The implications for employees are substantial. Sales reps need to focus their efforts on expertise, on being more consultative, and on responding quickly. Compensation structures may well have to change, too. If reps become less important at the point of purchase, then the commission model will need to evolve.
From our research and experience, three traits have emerged that should be core ingredients of every company’s optimal human-digital blend:
1. Speed
Slow turnaround times are frustrating, and slow means more than 24 hours, even for B2B customers. Companies need to think about having 24-hour expertise available on call, with super-experts, who can answer customer questions in real-time, sitting with the sales or customer-service team. Digitally-enabled tools can help enormously, for example by connecting customers with experts via a web chat.
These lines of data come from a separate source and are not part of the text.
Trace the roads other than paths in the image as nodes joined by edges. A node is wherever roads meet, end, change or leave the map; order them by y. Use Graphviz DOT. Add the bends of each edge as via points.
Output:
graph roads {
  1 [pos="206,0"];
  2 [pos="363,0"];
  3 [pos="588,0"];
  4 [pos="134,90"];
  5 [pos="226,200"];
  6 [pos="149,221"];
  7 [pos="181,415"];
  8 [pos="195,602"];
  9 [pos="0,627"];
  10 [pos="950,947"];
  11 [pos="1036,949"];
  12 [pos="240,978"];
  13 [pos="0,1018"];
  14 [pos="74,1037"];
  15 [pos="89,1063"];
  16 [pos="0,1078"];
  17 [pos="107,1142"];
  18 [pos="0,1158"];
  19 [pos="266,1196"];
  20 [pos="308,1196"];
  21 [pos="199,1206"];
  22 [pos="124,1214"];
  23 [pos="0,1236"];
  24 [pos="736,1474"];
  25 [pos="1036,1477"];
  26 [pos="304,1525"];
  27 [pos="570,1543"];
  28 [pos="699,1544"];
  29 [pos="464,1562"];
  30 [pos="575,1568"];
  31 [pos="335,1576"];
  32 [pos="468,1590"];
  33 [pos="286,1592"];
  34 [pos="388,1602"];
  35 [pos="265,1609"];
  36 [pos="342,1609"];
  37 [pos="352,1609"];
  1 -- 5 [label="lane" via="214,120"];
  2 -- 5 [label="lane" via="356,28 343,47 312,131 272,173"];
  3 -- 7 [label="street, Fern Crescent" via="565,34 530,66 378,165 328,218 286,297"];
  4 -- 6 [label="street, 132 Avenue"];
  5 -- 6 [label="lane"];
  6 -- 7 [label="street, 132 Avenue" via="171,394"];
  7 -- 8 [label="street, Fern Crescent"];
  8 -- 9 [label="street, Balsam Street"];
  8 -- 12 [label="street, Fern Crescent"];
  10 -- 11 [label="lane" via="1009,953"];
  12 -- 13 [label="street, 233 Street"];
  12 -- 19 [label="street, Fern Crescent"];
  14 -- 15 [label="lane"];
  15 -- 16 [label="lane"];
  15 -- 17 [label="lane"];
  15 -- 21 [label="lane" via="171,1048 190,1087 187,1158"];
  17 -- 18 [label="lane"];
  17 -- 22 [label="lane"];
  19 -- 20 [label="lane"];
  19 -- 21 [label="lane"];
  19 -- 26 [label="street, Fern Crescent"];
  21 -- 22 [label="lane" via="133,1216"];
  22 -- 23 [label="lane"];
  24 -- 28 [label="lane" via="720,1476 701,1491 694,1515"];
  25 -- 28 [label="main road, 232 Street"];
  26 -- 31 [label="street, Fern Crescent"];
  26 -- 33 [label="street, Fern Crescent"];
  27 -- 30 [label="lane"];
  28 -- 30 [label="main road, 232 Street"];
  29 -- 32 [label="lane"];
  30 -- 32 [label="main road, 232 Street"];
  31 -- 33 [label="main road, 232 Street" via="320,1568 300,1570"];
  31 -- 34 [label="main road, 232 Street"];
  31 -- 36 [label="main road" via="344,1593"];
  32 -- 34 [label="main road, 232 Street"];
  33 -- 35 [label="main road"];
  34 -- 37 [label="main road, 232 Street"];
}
Even when customers are doing extensive online research, there usually comes a point when they want a question answered quickly. This could be online, through the company website’s FAQs or product pages, or through contact with a real person. Yet most B2B companies have yet to perfect their online content to answer all questions, and even fewer have reconfigured their traditional inside sales channels or web-chat tools to deliver highly technical expertise on demand.
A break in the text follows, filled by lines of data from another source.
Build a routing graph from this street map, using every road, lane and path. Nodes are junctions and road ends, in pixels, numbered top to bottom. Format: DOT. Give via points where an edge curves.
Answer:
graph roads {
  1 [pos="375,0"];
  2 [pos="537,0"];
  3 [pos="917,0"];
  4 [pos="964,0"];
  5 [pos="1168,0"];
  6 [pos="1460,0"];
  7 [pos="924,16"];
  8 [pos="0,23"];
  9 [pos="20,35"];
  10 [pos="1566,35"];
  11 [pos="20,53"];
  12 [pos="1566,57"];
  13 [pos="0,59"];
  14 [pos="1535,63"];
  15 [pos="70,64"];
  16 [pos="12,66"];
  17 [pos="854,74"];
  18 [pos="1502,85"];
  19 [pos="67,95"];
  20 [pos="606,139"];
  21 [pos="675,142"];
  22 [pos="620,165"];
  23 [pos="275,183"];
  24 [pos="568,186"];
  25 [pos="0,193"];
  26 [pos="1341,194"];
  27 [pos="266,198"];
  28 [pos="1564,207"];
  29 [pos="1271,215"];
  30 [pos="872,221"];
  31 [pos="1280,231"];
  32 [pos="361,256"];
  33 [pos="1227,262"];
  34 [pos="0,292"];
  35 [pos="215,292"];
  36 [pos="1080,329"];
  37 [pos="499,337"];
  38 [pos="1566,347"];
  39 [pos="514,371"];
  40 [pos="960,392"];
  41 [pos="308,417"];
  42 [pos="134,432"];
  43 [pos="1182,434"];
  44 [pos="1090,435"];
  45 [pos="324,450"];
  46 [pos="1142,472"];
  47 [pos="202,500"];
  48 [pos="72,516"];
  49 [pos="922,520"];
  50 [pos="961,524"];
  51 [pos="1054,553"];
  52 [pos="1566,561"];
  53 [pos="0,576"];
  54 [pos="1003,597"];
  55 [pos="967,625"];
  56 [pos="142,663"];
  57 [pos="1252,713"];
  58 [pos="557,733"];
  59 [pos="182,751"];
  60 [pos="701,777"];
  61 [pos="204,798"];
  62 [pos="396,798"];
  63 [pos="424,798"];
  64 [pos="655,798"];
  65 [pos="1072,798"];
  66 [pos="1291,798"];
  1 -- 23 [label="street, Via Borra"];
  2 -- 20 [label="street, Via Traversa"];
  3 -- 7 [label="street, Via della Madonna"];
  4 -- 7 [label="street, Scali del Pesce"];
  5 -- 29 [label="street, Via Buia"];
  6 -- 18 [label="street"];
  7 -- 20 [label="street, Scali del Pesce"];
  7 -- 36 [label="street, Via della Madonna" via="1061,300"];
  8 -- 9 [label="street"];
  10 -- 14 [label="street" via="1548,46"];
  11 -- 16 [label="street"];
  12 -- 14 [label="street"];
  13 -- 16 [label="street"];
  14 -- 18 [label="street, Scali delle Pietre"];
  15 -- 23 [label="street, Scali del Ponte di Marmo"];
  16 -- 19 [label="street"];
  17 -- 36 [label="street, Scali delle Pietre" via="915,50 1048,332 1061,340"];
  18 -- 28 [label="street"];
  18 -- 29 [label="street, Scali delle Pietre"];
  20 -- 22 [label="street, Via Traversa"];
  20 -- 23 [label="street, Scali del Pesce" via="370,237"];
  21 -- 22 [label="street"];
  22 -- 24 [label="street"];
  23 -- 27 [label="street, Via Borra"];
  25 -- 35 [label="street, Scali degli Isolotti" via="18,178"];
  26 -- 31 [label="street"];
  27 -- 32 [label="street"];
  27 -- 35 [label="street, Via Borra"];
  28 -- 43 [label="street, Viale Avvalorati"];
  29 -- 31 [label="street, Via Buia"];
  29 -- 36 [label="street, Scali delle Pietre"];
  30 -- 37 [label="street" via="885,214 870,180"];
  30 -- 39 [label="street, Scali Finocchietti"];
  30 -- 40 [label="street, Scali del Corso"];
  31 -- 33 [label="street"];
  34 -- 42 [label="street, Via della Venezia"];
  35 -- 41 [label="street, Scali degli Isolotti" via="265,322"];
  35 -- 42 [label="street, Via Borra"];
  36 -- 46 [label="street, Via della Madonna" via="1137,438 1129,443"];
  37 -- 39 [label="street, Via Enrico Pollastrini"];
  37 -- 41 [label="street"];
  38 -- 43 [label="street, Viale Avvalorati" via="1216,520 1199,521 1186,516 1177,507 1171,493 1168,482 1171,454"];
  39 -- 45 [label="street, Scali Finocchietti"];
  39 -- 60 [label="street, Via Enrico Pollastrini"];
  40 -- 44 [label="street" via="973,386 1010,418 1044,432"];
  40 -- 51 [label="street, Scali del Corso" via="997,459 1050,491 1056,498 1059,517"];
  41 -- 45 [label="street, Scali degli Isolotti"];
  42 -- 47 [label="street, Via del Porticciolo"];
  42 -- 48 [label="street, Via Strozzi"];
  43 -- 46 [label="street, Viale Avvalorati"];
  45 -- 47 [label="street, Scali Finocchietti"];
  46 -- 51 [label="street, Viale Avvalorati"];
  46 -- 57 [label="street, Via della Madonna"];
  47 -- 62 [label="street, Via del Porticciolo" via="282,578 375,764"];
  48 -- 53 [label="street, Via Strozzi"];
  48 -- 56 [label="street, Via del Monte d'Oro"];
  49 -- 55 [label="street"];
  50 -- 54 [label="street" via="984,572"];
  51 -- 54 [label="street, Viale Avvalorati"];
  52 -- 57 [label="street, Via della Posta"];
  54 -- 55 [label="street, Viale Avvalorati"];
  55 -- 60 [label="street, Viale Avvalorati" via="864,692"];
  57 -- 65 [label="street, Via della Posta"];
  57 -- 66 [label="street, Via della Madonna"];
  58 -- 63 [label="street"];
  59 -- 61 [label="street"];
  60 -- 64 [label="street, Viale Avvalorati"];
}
Slow turnaround times are frustrating, and slow means more than 24 hours, even for B2B customers.
Once customers are set on making a purchase, they want to do it fast. One-click purchases or shortcuts for repeat orders (even for large capital purchases) can speed up the process tremendously. If customers are on a company’s website but have to buy from a distributor, they need to be able to reach the appropriate page on the distributor’s website quickly and smoothly. If there are changes to the RFP, customers expect an almost instantaneous turnaround or, better still, an online space where buyer and seller can solve the problems in real time. Customers we spoke to complained a lot about being unable to make a quick change, whether they were buying in person or digitally.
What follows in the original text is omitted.